** WORKING DATA **
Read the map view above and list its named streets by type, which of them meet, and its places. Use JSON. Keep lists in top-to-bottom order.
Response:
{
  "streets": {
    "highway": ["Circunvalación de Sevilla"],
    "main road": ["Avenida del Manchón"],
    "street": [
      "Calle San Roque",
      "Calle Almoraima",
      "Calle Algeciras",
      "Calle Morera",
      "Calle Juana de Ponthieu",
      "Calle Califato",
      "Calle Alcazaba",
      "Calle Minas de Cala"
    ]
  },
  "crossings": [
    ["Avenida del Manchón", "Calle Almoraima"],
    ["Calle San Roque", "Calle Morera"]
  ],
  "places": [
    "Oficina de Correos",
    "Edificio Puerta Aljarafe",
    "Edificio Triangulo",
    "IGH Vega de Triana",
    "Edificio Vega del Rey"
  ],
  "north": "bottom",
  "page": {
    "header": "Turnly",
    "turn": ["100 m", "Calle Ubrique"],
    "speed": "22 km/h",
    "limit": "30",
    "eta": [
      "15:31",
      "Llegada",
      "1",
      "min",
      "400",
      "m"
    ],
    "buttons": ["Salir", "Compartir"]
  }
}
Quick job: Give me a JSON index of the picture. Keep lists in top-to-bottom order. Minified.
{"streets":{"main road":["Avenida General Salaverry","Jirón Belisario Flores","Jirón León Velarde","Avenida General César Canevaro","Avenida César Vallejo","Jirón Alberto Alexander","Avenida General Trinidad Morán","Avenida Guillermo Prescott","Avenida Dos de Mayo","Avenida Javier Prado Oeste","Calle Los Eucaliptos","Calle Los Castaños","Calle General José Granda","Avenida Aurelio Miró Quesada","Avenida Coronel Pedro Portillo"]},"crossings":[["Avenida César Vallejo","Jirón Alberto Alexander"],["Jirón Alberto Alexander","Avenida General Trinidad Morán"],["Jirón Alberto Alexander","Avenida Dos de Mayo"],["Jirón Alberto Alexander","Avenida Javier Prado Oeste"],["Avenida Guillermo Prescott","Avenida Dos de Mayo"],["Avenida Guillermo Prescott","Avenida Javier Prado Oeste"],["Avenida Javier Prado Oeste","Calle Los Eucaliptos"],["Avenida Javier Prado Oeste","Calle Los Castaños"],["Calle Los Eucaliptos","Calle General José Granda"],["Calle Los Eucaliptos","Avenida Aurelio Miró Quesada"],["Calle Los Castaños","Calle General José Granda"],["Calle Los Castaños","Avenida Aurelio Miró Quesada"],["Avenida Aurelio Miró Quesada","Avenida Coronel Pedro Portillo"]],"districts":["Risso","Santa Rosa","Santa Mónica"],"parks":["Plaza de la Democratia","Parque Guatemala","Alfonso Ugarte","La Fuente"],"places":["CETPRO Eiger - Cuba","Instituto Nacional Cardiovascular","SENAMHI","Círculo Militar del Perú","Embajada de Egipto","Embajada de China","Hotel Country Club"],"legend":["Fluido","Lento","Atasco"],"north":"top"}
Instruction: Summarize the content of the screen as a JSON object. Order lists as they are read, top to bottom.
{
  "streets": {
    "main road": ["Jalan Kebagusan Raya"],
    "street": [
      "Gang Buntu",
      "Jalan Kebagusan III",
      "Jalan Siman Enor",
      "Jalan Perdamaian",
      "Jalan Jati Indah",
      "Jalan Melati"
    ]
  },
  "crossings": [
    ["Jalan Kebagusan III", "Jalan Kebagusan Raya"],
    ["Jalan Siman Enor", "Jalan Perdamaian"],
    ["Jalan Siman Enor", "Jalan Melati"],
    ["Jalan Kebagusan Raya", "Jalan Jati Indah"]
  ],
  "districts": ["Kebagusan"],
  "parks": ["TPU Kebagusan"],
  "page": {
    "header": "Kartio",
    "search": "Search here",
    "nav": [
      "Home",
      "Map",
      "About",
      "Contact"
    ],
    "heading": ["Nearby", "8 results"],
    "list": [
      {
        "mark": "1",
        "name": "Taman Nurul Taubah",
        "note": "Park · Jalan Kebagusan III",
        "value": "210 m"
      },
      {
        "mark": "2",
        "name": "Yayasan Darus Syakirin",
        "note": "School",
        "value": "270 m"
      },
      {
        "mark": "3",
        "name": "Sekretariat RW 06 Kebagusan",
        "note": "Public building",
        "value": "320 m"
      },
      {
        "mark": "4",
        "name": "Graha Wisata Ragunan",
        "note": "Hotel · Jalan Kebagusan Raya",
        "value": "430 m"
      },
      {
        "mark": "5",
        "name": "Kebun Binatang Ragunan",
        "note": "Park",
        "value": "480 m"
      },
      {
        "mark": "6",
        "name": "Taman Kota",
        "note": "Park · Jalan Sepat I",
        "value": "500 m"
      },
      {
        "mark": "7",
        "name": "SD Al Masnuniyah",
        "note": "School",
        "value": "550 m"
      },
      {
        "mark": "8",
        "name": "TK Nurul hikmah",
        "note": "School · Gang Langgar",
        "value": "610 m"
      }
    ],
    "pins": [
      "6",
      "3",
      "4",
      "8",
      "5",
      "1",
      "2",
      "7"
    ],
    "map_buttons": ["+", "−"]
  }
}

** EXERCISE AIM **
Reproduce the data in full, precisely as given.

** EXERCISE ANSWER **
Read the map view above and list its named streets by type, which of them meet, and its places. Use JSON. Keep lists in top-to-bottom order.
Response:
{
  "streets": {
    "highway": ["Circunvalación de Sevilla"],
    "main road": ["Avenida del Manchón"],
    "street": [
      "Calle San Roque",
      "Calle Almoraima",
      "Calle Algeciras",
      "Calle Morera",
      "Calle Juana de Ponthieu",
      "Calle Califato",
      "Calle Alcazaba",
      "Calle Minas de Cala"
    ]
  },
  "crossings": [
    ["Avenida del Manchón", "Calle Almoraima"],
    ["Calle San Roque", "Calle Morera"]
  ],
  "places": [
    "Oficina de Correos",
    "Edificio Puerta Aljarafe",
    "Edificio Triangulo",
    "IGH Vega de Triana",
    "Edificio Vega del Rey"
  ],
  "north": "bottom",
  "page": {
    "header": "Turnly",
    "turn": ["100 m", "Calle Ubrique"],
    "speed": "22 km/h",
    "limit": "30",
    "eta": [
      "15:31",
      "Llegada",
      "1",
      "min",
      "400",
      "m"
    ],
    "buttons": ["Salir", "Compartir"]
  }
}
Quick job: Give me a JSON index of the picture. Keep lists in top-to-bottom order. Minified.
{"streets":{"main road":["Avenida General Salaverry","Jirón Belisario Flores","Jirón León Velarde","Avenida General César Canevaro","Avenida César Vallejo","Jirón Alberto Alexander","Avenida General Trinidad Morán","Avenida Guillermo Prescott","Avenida Dos de Mayo","Avenida Javier Prado Oeste","Calle Los Eucaliptos","Calle Los Castaños","Calle General José Granda","Avenida Aurelio Miró Quesada","Avenida Coronel Pedro Portillo"]},"crossings":[["Avenida César Vallejo","Jirón Alberto Alexander"],["Jirón Alberto Alexander","Avenida General Trinidad Morán"],["Jirón Alberto Alexander","Avenida Dos de Mayo"],["Jirón Alberto Alexander","Avenida Javier Prado Oeste"],["Avenida Guillermo Prescott","Avenida Dos de Mayo"],["Avenida Guillermo Prescott","Avenida Javier Prado Oeste"],["Avenida Javier Prado Oeste","Calle Los Eucaliptos"],["Avenida Javier Prado Oeste","Calle Los Castaños"],["Calle Los Eucaliptos","Calle General José Granda"],["Calle Los Eucaliptos","Avenida Aurelio Miró Quesada"],["Calle Los Castaños","Calle General José Granda"],["Calle Los Castaños","Avenida Aurelio Miró Quesada"],["Avenida Aurelio Miró Quesada","Avenida Coronel Pedro Portillo"]],"districts":["Risso","Santa Rosa","Santa Mónica"],"parks":["Plaza de la Democratia","Parque Guatemala","Alfonso Ugarte","La Fuente"],"places":["CETPRO Eiger - Cuba","Instituto Nacional Cardiovascular","SENAMHI","Círculo Militar del Perú","Embajada de Egipto","Embajada de China","Hotel Country Club"],"legend":["Fluido","Lento","Atasco"],"north":"top"}
Instruction: Summarize the content of the screen as a JSON object. Order lists as they are read, top to bottom.
{
  "streets": {
    "main road": ["Jalan Kebagusan Raya"],
    "street": [
      "Gang Buntu",
      "Jalan Kebagusan III",
      "Jalan Siman Enor",
      "Jalan Perdamaian",
      "Jalan Jati Indah",
      "Jalan Melati"
    ]
  },
  "crossings": [
    ["Jalan Kebagusan III", "Jalan Kebagusan Raya"],
    ["Jalan Siman Enor", "Jalan Perdamaian"],
    ["Jalan Siman Enor", "Jalan Melati"],
    ["Jalan Kebagusan Raya", "Jalan Jati Indah"]
  ],
  "districts": ["Kebagusan"],
  "parks": ["TPU Kebagusan"],
  "page": {
    "header": "Kartio",
    "search": "Search here",
    "nav": [
      "Home",
      "Map",
      "About",
      "Contact"
    ],
    "heading": ["Nearby", "8 results"],
    "list": [
      {
        "mark": "1",
        "name": "Taman Nurul Taubah",
        "note": "Park · Jalan Kebagusan III",
        "value": "210 m"
      },
      {
        "mark": "2",
        "name": "Yayasan Darus Syakirin",
        "note": "School",
        "value": "270 m"
      },
      {
        "mark": "3",
        "name": "Sekretariat RW 06 Kebagusan",
        "note": "Public building",
        "value": "320 m"
      },
      {
        "mark": "4",
        "name": "Graha Wisata Ragunan",
        "note": "Hotel · Jalan Kebagusan Raya",
        "value": "430 m"
      },
      {
        "mark": "5",
        "name": "Kebun Binatang Ragunan",
        "note": "Park",
        "value": "480 m"
      },
      {
        "mark": "6",
        "name": "Taman Kota",
        "note": "Park · Jalan Sepat I",
        "value": "500 m"
      },
      {
        "mark": "7",
        "name": "SD Al Masnuniyah",
        "note": "School",
        "value": "550 m"
      },
      {
        "mark": "8",
        "name": "TK Nurul hikmah",
        "note": "School · Gang Langgar",
        "value": "610 m"
      }
    ],
    "pins": [
      "6",
      "3",
      "4",
      "8",
      "5",
      "1",
      "2",
      "7"
    ],
    "map_buttons": ["+", "−"]
  }
}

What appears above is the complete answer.